**WHAT IS REQUIRED**
Locate all lines in the data below that hold "Wilson" and show them.

**TASK MATERIAL**

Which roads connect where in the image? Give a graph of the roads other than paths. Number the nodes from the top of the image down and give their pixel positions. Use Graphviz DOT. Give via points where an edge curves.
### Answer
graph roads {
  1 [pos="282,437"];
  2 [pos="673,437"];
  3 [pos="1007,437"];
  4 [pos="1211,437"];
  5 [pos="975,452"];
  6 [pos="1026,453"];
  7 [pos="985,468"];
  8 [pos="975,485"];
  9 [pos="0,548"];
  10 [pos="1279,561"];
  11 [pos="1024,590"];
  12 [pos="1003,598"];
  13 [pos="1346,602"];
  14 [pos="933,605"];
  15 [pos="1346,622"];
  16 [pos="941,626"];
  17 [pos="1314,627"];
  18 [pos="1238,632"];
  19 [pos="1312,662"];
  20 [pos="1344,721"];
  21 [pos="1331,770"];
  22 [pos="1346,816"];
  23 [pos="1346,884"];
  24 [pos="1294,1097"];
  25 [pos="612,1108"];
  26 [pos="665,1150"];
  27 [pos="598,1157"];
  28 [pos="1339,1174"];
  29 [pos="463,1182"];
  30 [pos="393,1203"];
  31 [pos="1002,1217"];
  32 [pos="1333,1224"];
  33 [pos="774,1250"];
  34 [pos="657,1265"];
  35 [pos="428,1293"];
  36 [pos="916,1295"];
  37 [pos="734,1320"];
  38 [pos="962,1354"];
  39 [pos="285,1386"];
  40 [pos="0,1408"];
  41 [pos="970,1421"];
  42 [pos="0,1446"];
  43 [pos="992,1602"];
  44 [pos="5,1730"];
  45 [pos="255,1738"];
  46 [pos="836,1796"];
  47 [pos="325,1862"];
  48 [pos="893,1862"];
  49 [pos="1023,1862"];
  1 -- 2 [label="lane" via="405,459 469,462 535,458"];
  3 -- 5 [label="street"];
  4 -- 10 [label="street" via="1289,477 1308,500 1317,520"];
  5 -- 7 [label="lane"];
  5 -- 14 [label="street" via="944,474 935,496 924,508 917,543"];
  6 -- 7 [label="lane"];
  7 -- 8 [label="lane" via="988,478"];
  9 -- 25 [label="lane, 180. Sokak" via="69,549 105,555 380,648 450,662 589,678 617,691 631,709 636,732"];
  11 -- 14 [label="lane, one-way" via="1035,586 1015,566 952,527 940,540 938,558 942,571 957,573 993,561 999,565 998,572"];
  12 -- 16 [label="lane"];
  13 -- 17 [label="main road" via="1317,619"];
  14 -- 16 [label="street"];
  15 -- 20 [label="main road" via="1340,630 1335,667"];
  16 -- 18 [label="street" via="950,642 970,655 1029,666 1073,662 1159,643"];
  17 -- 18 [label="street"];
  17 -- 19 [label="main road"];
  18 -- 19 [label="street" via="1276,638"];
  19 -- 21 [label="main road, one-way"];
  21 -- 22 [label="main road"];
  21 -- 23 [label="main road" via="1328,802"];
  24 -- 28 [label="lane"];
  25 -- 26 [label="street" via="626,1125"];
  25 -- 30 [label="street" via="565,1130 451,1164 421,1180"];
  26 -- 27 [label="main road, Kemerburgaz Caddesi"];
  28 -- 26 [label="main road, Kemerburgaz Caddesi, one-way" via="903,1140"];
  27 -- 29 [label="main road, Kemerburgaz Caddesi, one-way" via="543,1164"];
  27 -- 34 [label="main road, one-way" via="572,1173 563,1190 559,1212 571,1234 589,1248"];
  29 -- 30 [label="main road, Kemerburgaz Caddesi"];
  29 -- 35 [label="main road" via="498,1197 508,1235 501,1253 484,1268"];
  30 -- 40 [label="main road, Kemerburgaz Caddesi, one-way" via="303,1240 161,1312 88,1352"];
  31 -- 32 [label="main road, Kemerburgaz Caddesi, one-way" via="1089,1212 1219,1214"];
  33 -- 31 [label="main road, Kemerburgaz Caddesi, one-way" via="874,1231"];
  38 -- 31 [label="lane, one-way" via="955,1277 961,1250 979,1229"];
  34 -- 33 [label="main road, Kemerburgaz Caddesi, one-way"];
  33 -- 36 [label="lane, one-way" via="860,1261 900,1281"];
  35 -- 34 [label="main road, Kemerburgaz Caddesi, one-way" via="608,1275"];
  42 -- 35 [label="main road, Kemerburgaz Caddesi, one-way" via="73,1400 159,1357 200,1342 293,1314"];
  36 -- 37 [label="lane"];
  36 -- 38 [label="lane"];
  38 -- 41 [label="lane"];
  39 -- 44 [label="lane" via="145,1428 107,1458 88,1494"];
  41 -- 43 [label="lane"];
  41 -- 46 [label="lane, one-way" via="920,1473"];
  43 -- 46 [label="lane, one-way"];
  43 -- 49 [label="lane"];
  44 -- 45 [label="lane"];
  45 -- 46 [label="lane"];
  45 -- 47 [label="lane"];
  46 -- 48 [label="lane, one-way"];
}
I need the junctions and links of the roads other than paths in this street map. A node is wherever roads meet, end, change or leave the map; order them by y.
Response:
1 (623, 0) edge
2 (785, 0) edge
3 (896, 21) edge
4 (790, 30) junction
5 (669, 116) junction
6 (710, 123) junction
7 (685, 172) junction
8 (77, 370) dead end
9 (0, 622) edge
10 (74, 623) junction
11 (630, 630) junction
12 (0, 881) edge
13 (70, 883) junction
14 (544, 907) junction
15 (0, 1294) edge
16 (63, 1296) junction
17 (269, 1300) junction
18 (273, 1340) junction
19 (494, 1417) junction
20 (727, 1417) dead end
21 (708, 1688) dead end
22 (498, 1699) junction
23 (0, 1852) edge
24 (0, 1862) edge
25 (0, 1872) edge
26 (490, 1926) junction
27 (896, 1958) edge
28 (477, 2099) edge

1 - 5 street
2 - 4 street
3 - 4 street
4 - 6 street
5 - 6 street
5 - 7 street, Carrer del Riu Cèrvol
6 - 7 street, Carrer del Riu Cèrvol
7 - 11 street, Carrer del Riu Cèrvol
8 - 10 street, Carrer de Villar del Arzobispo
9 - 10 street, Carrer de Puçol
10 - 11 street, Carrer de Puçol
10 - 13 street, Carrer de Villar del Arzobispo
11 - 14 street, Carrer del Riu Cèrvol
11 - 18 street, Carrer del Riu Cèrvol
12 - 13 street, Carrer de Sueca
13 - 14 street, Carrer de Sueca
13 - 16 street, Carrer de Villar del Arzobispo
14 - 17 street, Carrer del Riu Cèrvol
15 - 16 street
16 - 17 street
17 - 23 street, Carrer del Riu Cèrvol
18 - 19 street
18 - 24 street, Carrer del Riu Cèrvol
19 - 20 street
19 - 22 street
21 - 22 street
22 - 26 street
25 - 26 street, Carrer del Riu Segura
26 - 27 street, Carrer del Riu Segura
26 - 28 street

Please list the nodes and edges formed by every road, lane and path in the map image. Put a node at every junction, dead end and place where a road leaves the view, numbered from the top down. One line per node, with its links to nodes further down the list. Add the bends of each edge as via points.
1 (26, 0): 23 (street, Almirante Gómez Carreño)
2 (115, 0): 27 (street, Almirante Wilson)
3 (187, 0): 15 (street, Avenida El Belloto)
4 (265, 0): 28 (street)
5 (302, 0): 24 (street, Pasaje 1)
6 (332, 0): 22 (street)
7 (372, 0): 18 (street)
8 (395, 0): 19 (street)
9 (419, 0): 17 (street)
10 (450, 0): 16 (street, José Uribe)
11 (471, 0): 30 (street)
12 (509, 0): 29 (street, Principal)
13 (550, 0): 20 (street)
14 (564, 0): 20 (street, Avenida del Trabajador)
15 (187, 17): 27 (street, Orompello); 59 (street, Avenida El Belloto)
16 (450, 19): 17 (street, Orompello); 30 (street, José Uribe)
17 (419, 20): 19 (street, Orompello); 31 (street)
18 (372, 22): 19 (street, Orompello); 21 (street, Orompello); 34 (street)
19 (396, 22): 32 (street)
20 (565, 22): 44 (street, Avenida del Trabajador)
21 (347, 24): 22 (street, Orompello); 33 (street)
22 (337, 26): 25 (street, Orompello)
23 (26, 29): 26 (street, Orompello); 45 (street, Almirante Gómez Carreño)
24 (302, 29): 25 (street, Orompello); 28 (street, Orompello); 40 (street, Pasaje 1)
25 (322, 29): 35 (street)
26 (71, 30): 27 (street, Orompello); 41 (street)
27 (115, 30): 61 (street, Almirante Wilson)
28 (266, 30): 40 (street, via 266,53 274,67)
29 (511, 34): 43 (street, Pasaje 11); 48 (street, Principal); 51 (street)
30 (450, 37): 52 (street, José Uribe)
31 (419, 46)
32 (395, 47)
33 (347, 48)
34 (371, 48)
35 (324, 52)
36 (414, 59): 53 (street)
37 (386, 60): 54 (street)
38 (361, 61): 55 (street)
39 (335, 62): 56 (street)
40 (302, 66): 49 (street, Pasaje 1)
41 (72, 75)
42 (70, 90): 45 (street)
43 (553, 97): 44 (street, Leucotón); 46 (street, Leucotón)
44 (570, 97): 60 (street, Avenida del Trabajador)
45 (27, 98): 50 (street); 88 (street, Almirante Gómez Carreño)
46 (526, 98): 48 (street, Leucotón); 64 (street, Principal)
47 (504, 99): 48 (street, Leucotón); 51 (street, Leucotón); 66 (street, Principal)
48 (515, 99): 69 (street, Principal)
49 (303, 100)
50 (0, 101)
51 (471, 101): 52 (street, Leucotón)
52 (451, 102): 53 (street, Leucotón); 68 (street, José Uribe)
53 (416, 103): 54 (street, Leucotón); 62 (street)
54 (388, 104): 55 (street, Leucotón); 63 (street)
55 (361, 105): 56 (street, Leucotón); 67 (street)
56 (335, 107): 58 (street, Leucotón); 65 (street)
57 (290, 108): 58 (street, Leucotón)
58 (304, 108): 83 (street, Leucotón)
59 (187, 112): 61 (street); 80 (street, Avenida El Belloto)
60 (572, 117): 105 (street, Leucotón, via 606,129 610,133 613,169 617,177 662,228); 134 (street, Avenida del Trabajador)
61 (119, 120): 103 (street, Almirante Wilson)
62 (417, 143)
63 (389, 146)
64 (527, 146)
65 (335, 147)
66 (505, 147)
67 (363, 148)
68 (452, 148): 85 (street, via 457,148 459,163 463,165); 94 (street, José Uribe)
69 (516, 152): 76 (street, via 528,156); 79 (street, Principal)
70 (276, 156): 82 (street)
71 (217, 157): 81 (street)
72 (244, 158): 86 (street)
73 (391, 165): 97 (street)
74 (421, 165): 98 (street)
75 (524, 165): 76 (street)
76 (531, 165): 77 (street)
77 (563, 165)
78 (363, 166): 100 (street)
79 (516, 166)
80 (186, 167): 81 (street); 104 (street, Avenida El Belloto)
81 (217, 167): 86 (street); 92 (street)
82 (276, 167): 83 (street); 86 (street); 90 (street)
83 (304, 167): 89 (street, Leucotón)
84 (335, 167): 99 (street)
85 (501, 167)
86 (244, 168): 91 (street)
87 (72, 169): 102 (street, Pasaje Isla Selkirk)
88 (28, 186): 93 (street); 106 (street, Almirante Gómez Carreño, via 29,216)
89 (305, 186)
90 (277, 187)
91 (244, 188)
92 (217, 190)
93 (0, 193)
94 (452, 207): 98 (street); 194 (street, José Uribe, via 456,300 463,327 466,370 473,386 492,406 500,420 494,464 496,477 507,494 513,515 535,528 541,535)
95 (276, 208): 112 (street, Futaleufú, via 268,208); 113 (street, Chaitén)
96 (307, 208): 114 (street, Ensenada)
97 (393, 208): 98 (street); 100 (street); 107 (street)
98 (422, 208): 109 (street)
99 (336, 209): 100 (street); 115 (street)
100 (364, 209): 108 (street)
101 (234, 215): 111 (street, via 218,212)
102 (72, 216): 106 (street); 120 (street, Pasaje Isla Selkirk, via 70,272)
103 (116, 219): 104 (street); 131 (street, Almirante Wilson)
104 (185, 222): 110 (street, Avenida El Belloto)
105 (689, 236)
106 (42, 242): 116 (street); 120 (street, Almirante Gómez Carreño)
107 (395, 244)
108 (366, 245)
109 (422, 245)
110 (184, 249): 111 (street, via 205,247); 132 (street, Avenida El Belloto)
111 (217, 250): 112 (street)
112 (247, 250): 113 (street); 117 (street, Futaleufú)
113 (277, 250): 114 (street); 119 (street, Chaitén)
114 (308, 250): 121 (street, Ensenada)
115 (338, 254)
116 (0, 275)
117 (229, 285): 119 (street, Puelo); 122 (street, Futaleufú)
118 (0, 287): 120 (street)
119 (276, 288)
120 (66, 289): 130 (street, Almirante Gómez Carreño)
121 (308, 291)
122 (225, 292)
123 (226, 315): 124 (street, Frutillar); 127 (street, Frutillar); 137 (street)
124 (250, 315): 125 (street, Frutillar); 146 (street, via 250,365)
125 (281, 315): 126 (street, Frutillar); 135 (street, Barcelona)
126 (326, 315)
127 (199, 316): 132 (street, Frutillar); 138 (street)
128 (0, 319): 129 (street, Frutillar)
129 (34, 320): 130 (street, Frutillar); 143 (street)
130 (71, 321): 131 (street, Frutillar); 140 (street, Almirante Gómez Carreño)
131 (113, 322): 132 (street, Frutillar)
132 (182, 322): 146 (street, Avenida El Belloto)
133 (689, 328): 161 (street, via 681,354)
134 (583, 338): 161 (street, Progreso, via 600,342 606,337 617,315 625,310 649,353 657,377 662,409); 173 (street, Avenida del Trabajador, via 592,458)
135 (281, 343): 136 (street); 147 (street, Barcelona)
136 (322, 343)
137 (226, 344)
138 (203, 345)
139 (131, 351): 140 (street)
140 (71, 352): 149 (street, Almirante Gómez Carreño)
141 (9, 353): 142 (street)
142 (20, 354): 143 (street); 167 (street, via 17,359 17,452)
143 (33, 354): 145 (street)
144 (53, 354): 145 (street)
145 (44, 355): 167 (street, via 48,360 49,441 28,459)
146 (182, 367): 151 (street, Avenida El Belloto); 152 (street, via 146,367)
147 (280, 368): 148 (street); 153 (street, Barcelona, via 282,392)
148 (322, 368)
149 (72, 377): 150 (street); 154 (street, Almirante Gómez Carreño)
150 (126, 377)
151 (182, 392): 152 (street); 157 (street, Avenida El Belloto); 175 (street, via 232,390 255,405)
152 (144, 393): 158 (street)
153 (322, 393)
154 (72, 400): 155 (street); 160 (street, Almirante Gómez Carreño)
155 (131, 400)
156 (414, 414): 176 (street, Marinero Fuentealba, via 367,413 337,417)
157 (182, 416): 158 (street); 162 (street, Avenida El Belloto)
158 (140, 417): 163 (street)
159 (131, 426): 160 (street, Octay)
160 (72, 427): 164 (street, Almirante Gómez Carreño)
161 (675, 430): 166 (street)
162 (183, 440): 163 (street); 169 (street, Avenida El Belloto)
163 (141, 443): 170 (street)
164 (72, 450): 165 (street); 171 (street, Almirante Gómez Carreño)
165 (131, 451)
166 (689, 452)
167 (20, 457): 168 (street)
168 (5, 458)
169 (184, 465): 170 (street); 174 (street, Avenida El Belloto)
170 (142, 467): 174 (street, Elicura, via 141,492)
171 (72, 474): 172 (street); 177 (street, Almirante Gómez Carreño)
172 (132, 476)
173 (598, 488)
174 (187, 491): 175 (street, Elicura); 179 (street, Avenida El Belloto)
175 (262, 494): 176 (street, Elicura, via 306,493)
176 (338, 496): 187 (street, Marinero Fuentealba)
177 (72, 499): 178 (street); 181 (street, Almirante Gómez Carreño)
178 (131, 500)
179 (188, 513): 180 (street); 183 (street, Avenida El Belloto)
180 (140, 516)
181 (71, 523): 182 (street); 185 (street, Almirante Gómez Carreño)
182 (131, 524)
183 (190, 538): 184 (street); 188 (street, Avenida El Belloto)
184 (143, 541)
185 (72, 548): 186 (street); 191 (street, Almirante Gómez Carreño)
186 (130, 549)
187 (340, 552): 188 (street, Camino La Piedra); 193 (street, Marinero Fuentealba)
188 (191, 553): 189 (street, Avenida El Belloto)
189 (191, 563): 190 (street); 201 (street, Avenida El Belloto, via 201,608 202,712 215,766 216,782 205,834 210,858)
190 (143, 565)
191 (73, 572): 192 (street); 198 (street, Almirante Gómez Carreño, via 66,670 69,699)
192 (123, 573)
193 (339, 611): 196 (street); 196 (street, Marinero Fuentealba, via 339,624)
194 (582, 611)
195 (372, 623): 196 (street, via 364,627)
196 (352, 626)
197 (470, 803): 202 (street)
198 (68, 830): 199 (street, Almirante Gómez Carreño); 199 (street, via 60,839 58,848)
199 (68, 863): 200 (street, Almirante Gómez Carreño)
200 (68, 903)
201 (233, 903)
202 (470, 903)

**TASK RESPONSE**
2 (115, 0): 27 (street, Almirante Wilson)
27 (115, 30): 61 (street, Almirante Wilson)
61 (119, 120): 103 (street, Almirante Wilson)
103 (116, 219): 104 (street); 131 (street, Almirante Wilson)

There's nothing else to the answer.